[Stored data]
>>>>>
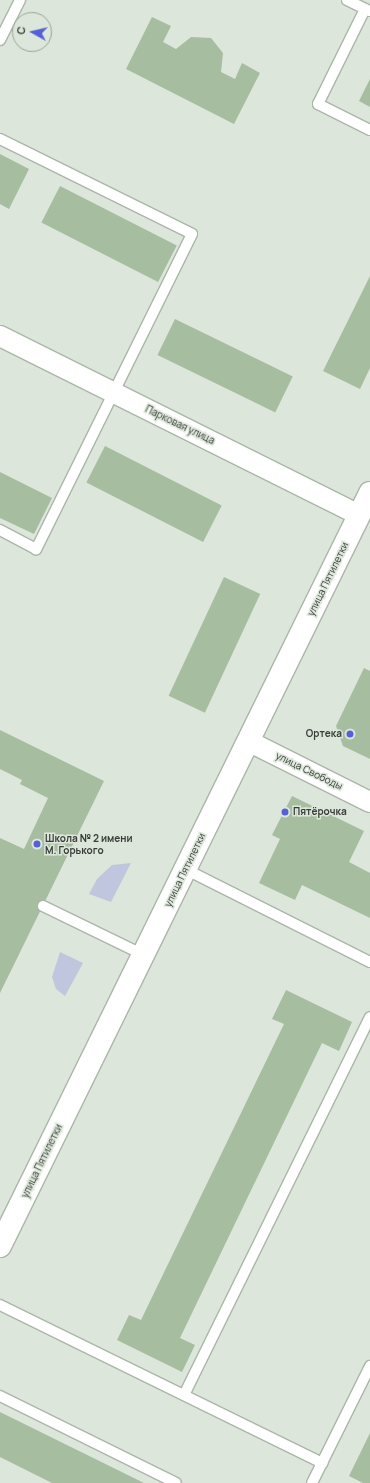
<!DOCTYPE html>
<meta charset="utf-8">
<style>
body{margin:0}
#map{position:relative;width:370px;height:1483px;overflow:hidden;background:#dce6da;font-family:Manrope,sans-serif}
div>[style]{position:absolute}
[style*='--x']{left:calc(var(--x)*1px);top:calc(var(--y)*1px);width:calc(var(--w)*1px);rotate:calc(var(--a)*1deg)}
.green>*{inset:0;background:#c0c6de}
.building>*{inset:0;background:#a6bda0;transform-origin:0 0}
.roads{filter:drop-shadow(1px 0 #acb5aa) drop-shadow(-1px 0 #acb5aa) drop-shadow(0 1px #acb5aa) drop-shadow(0 -1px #acb5aa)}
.service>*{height:10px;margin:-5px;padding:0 5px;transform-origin:5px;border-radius:5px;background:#fff}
.minor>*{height:20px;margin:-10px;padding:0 10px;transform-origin:10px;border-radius:10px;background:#fff}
.secondary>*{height:22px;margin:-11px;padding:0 11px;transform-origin:11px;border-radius:11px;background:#fff}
.dots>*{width:11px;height:11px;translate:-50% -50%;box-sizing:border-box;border:2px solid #dce6da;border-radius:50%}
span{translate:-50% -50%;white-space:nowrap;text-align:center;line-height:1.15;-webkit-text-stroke:3px #dce6da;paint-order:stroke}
.street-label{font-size:10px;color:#3a3d39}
.poi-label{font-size:10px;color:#3a3d39;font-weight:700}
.right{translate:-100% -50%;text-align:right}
.left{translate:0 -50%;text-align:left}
.north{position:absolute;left:12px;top:12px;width:40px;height:40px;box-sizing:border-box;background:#dce6da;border:1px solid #9ba29a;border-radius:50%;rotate:278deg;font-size:11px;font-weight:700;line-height:16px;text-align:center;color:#3a3d39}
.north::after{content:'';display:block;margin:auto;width:14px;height:18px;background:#5560d6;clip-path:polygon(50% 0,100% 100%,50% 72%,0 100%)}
</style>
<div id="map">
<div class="green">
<i style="clip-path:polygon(131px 863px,111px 902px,89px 894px,97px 879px,112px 865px)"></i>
<i style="clip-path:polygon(60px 952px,83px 963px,65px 996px,56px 989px,52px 977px)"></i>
</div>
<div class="building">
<i style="clip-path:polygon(152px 17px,171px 26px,163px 42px,176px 49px,191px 37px,211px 38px,223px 53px,221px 72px,235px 79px,242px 63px,260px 73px,234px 124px,126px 69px)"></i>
<i style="clip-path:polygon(370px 79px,370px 107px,359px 101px)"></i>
<i style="clip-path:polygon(0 154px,29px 169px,9px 209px,0 204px)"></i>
<i style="left:60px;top:186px;width:131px;height:41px;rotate:27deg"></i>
<i style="clip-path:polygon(370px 276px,370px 368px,360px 389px,323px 371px)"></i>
<i style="left:175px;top:319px;width:131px;height:40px;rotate:26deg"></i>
<i style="left:105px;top:446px;width:131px;height:41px;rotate:27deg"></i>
<i style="clip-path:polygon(0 472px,52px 498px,34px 534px,0 518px)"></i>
<i style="left:224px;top:577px;width:40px;height:131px;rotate:25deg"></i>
<i style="clip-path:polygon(364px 668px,370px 671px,370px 759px,343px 746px,336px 726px)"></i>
<i style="clip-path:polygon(0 730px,104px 781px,0 993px,0 838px,24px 849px,48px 798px,20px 784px,22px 780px,0 769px)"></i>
<i style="clip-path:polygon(292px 796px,364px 831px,349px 862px,370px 873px,370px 918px,302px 885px,295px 900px,259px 883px,280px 839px,272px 835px)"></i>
<i style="clip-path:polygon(286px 990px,352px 1022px,339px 1051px,322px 1043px,180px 1338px,195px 1345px,182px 1372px,117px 1340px,129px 1315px,141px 1320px,284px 1024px,272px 1019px)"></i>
<i style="clip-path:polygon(0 1412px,144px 1483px,52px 1483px,0 1457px)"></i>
<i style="clip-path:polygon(370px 1433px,370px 1483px,363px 1483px,349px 1476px)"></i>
</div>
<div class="roads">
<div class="service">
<i style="--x:347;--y:0;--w:25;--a:26"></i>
<i style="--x:365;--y:9;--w:106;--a:116.3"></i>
<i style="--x:318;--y:104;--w:58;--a:26.6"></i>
<i style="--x:0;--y:40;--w:45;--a:-63.4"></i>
<i style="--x:0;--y:139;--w:214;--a:26.3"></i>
<i style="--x:192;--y:234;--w:352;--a:116.3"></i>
<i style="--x:36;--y:549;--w:41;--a:-152.2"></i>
<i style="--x:185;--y:869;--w:207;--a:26.7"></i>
<i style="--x:43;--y:906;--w:112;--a:25.9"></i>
<i style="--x:0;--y:1305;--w:359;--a:26.1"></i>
<i style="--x:184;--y:1395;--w:421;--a:-63.8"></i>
<i style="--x:0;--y:1396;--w:196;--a:26.3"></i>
<i style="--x:312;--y:1483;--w:131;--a:-63.6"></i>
</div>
<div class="minor">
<i style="--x:0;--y:336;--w:401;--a:26.5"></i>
<i style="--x:248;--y:741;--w:136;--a:26.6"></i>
</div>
<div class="secondary">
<i style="--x:0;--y:1246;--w:839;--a:-63.83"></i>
</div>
</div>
<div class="dots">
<i style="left:350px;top:734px;background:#5560d6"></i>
<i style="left:285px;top:812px;background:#5560d6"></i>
<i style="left:37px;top:844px;background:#5560d6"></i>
</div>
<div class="street-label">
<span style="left:180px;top:425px;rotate:26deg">Парковая улица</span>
<span style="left:328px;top:579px;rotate:-64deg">улица Пятилетки</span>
<span style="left:309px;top:771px;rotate:26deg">улица Свободы</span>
<span style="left:185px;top:870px;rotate:-64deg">улица Пятилетки</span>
<span style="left:42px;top:1161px;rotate:-64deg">улица Пятилетки</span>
</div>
<div class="poi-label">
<span class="right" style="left:342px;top:734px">Ортека</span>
<span class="left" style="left:293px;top:812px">Пятёрочка</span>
<span class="left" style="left:45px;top:844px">Школа № 2 имени<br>М. Горького</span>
</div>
<div class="north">С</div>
</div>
<<<<<
- _ACTION ITEM_: Without the pictures, write out the lines from the beginning of the entries through the line with "0 #acb5aa) drop-shadow(-1px".

- _TASK SOLUTION_:
<!DOCTYPE html>
<meta charset="utf-8">
<style>
body{margin:0}
#map{position:relative;width:370px;height:1483px;overflow:hidden;background:#dce6da;font-family:Manrope,sans-serif}
div>[style]{position:absolute}
[style*='--x']{left:calc(var(--x)*1px);top:calc(var(--y)*1px);width:calc(var(--w)*1px);rotate:calc(var(--a)*1deg)}
.green>*{inset:0;background:#c0c6de}
.building>*{inset:0;background:#a6bda0;transform-origin:0 0}
.roads{filter:drop-shadow(1px 0 #acb5aa) drop-shadow(-1px 0 #acb5aa) drop-shadow(0 1px #acb5aa) drop-shadow(0 -1px #acb5aa)}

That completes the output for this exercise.